▶ [Task instructions]
Each line below that contains the word "bridge" is to be counted; give only the final number.

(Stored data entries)
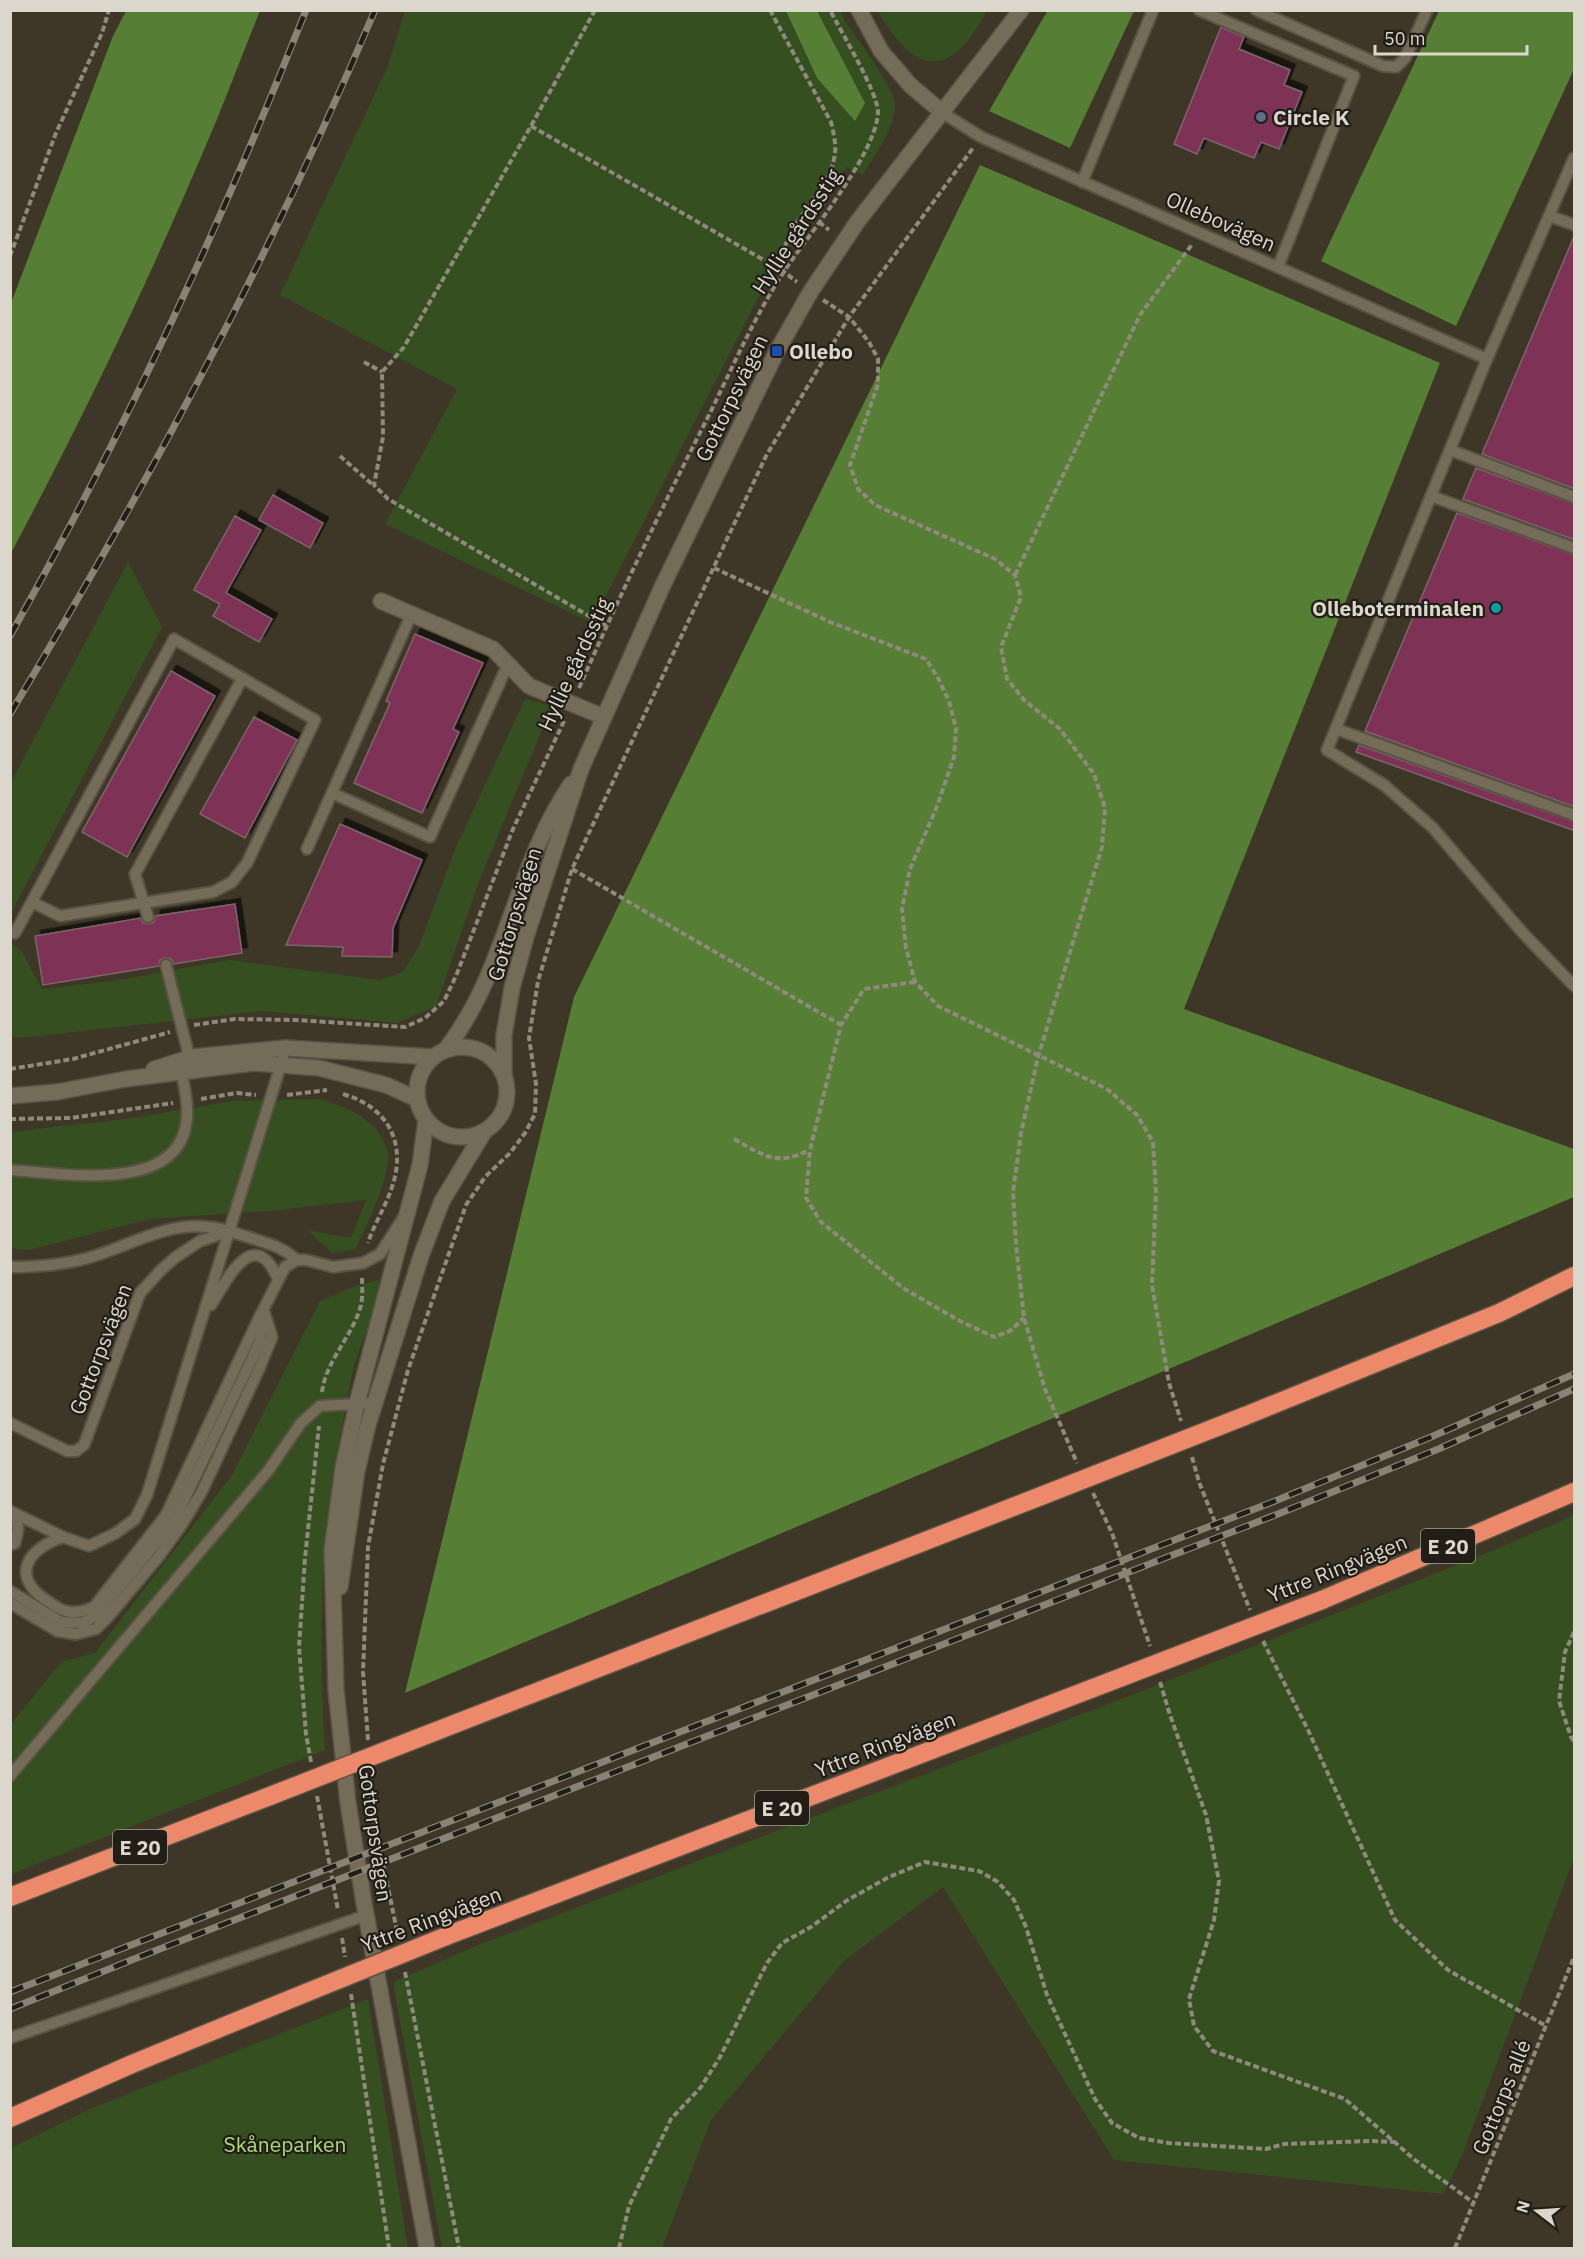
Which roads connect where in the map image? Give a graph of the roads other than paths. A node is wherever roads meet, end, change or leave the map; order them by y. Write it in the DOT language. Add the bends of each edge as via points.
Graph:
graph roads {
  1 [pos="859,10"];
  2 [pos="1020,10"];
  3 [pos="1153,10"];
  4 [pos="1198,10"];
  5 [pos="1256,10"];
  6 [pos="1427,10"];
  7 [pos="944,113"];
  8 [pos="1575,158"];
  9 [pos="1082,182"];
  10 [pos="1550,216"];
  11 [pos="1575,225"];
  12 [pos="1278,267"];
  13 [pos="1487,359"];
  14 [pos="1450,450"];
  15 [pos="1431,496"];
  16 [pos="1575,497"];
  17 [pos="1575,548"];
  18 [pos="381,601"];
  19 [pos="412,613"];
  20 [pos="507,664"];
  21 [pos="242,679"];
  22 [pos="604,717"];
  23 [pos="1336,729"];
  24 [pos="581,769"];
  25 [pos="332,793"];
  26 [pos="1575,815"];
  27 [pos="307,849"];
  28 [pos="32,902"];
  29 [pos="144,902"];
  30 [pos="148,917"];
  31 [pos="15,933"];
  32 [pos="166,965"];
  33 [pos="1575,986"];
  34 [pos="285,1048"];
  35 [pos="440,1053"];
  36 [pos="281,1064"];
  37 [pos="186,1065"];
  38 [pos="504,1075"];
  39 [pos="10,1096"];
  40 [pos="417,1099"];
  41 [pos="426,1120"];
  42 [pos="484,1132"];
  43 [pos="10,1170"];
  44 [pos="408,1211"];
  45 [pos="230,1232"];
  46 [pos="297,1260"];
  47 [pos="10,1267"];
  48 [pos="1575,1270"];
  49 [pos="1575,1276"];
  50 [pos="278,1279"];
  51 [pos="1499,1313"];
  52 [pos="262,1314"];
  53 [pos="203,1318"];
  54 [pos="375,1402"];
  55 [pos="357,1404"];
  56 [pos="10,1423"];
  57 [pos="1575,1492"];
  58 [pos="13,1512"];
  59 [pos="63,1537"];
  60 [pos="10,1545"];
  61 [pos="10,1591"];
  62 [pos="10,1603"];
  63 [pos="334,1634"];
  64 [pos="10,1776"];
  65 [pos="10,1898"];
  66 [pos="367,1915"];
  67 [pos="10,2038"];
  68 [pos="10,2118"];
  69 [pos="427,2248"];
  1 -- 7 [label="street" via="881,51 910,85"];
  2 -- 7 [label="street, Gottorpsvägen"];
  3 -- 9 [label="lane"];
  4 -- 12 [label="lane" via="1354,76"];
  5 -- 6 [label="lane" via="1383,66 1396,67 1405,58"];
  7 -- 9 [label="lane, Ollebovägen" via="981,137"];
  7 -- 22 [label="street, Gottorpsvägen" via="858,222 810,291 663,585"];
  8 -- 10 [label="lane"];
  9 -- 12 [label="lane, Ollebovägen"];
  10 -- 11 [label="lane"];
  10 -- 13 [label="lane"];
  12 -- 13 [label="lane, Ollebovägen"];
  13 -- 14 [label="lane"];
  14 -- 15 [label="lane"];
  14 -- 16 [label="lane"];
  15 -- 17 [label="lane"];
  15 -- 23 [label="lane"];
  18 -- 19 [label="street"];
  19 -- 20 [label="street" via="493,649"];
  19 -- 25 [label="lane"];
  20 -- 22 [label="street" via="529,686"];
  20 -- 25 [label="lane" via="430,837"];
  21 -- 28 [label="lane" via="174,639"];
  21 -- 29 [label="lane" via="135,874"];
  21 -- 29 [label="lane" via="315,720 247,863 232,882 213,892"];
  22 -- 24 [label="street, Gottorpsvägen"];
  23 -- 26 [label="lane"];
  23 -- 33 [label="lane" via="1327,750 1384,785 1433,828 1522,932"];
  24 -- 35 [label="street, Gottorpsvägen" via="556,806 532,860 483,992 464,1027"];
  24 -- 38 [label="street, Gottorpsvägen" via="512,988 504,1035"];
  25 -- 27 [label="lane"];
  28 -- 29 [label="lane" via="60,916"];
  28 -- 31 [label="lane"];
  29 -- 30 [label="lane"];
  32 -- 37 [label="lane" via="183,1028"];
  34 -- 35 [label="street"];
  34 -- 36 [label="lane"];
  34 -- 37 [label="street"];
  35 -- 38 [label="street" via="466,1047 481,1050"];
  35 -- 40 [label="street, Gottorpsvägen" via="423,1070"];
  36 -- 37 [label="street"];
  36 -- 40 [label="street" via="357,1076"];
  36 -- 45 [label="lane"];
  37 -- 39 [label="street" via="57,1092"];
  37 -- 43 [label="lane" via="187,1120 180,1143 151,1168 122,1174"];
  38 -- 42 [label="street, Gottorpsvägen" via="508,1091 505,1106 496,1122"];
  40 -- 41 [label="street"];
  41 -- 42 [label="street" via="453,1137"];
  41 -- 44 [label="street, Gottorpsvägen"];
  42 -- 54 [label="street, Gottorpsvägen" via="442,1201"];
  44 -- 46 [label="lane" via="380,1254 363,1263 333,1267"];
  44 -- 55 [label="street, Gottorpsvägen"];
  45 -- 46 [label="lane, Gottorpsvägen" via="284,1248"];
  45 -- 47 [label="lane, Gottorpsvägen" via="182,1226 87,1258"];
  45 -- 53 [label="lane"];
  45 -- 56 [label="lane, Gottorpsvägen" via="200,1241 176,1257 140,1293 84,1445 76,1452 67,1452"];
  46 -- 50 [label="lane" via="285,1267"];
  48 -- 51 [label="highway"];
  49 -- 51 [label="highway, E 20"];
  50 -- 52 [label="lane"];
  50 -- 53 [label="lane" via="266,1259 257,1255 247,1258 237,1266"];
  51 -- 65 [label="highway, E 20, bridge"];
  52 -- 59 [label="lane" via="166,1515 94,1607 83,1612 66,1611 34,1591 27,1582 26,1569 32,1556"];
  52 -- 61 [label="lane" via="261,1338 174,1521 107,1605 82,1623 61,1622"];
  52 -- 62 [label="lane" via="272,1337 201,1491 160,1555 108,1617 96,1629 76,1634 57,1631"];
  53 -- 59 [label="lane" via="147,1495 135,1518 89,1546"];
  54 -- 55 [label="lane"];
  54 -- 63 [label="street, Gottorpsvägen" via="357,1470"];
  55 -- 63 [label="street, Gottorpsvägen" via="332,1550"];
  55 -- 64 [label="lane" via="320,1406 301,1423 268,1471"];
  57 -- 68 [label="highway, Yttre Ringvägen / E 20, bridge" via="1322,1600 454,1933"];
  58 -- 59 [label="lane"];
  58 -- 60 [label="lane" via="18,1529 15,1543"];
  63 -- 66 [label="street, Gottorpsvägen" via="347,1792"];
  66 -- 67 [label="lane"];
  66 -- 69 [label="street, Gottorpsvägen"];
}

▶ [Task answer]
2